• TASK DATA:
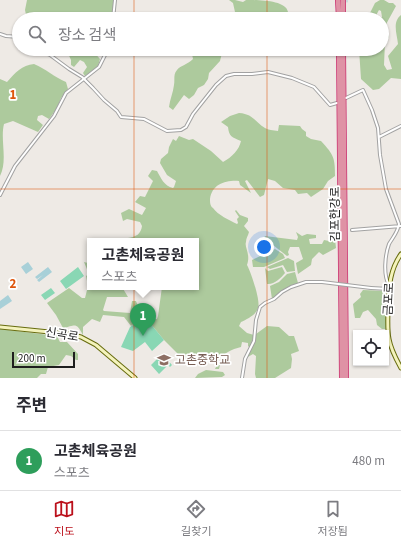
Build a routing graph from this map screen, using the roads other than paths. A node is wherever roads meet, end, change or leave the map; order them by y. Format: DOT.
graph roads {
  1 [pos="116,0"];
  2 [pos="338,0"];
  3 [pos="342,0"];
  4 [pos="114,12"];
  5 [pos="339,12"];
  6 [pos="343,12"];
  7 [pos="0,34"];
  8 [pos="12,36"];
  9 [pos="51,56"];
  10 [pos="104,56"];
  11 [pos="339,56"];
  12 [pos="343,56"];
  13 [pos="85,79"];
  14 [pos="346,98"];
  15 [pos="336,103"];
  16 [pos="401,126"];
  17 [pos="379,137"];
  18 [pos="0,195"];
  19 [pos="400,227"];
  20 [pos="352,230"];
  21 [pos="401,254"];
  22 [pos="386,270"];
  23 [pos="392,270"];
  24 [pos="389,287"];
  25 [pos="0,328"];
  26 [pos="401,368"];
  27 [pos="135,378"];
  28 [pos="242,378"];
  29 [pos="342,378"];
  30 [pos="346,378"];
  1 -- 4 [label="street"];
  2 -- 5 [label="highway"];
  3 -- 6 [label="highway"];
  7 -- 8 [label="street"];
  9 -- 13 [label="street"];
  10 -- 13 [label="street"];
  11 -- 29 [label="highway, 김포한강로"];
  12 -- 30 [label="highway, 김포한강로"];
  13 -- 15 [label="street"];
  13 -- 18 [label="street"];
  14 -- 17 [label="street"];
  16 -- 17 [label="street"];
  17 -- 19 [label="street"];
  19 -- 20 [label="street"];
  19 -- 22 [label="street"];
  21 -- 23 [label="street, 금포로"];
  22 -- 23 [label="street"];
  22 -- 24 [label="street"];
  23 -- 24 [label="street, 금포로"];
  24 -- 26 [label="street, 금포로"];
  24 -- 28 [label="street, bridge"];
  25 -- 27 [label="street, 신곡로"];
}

* * *

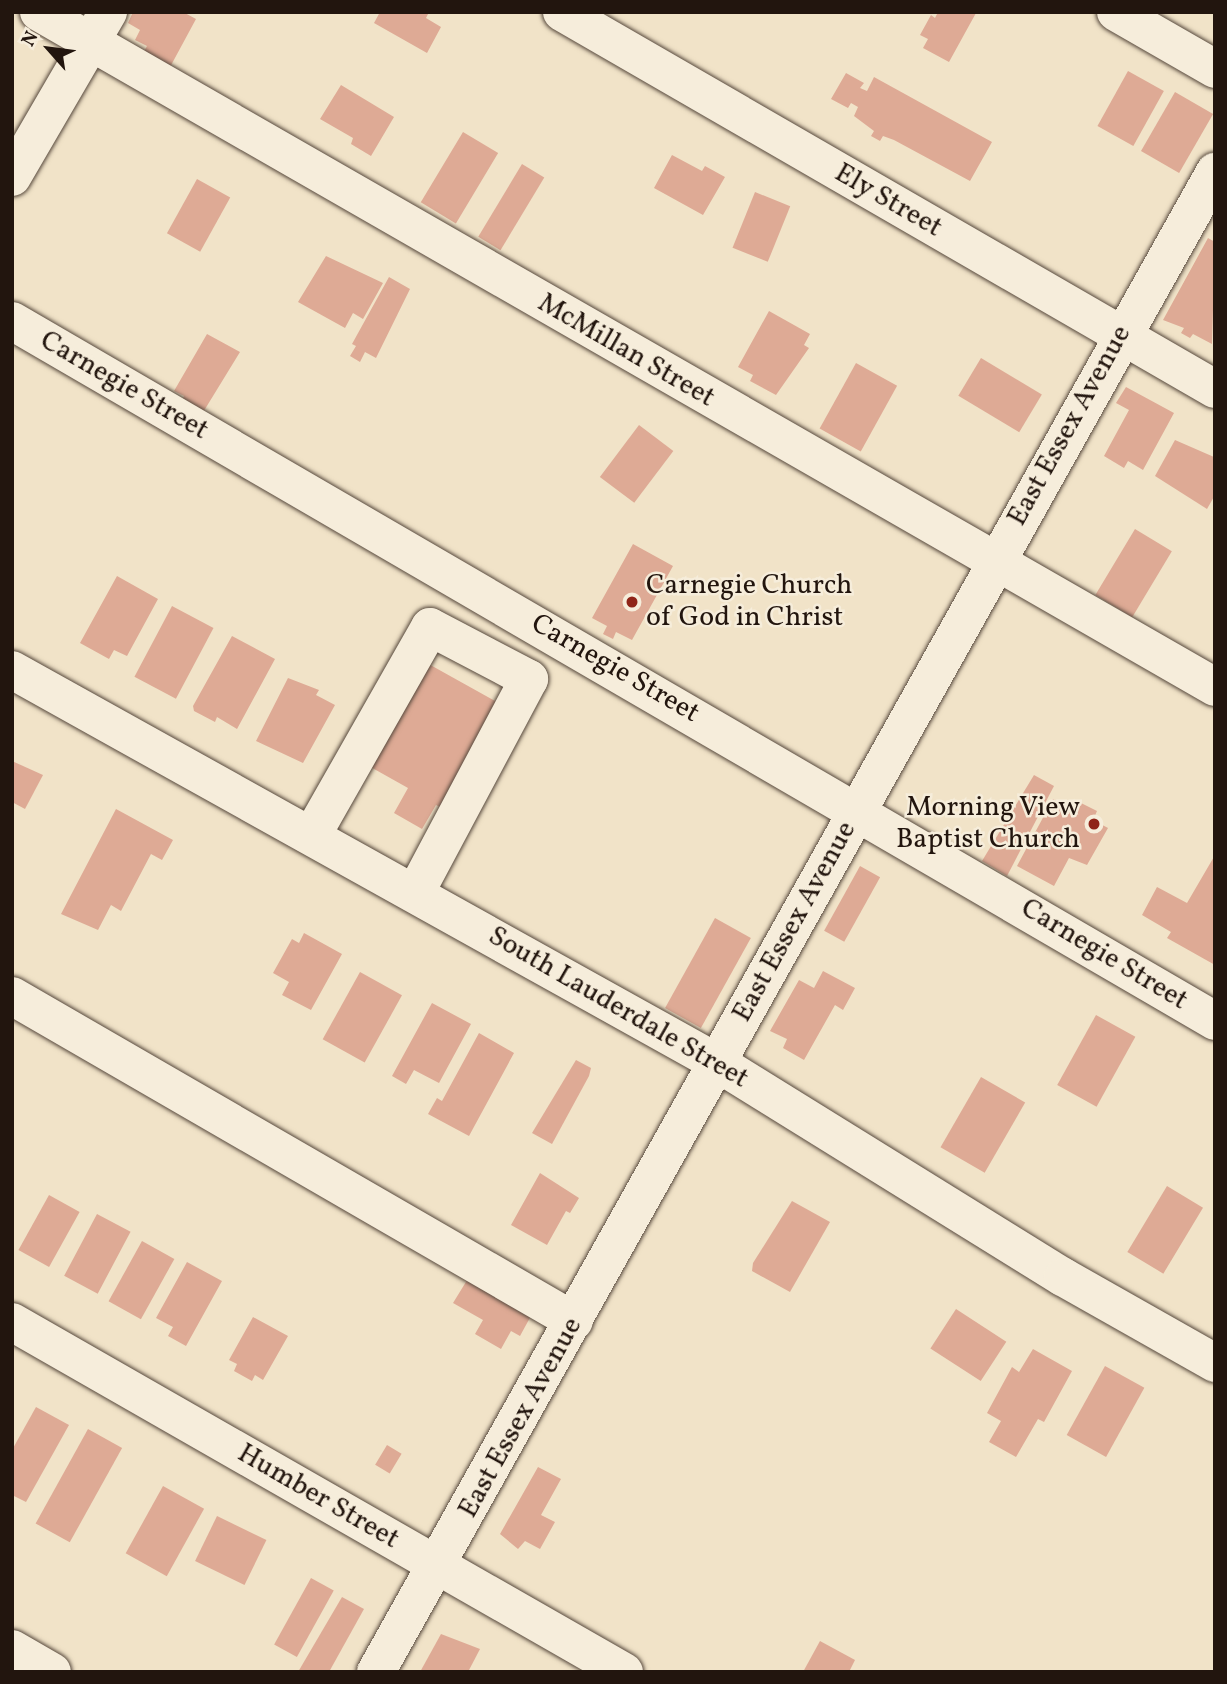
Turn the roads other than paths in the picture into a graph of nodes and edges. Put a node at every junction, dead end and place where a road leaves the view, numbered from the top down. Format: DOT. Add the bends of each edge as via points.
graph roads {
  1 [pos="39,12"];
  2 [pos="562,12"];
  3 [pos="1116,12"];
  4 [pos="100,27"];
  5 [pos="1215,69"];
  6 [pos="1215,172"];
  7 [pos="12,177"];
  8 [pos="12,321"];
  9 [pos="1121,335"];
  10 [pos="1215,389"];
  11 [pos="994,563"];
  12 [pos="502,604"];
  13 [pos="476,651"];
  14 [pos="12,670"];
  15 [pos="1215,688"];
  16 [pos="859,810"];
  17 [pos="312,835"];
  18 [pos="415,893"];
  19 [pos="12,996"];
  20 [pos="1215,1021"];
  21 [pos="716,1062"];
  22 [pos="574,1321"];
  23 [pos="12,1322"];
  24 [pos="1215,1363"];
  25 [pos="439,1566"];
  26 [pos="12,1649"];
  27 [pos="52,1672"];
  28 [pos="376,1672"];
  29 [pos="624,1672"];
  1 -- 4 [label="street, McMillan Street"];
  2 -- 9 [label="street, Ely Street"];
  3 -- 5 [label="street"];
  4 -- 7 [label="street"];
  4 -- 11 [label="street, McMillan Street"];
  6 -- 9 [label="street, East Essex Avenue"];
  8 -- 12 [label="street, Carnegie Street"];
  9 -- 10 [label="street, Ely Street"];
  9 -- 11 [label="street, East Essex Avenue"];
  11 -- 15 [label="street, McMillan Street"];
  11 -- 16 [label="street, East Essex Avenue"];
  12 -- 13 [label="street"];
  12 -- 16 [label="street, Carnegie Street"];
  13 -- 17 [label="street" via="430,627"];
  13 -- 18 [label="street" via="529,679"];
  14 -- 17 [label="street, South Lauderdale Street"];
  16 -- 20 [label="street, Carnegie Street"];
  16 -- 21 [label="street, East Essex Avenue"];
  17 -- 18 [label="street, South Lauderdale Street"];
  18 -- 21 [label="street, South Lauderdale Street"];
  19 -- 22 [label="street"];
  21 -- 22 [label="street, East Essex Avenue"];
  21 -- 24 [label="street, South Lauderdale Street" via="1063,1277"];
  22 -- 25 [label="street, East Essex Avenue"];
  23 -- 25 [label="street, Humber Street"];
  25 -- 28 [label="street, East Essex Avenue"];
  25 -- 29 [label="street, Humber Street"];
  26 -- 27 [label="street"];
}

• YOUR GOAL: From the entries above, collect every line with the string "Essex" in it.

• RESULT BELOW:
  6 -- 9 [label="street, East Essex Avenue"];
  9 -- 11 [label="street, East Essex Avenue"];
  11 -- 16 [label="street, East Essex Avenue"];
  16 -- 21 [label="street, East Essex Avenue"];
  21 -- 22 [label="street, East Essex Avenue"];
  22 -- 25 [label="street, East Essex Avenue"];
  25 -- 28 [label="street, East Essex Avenue"];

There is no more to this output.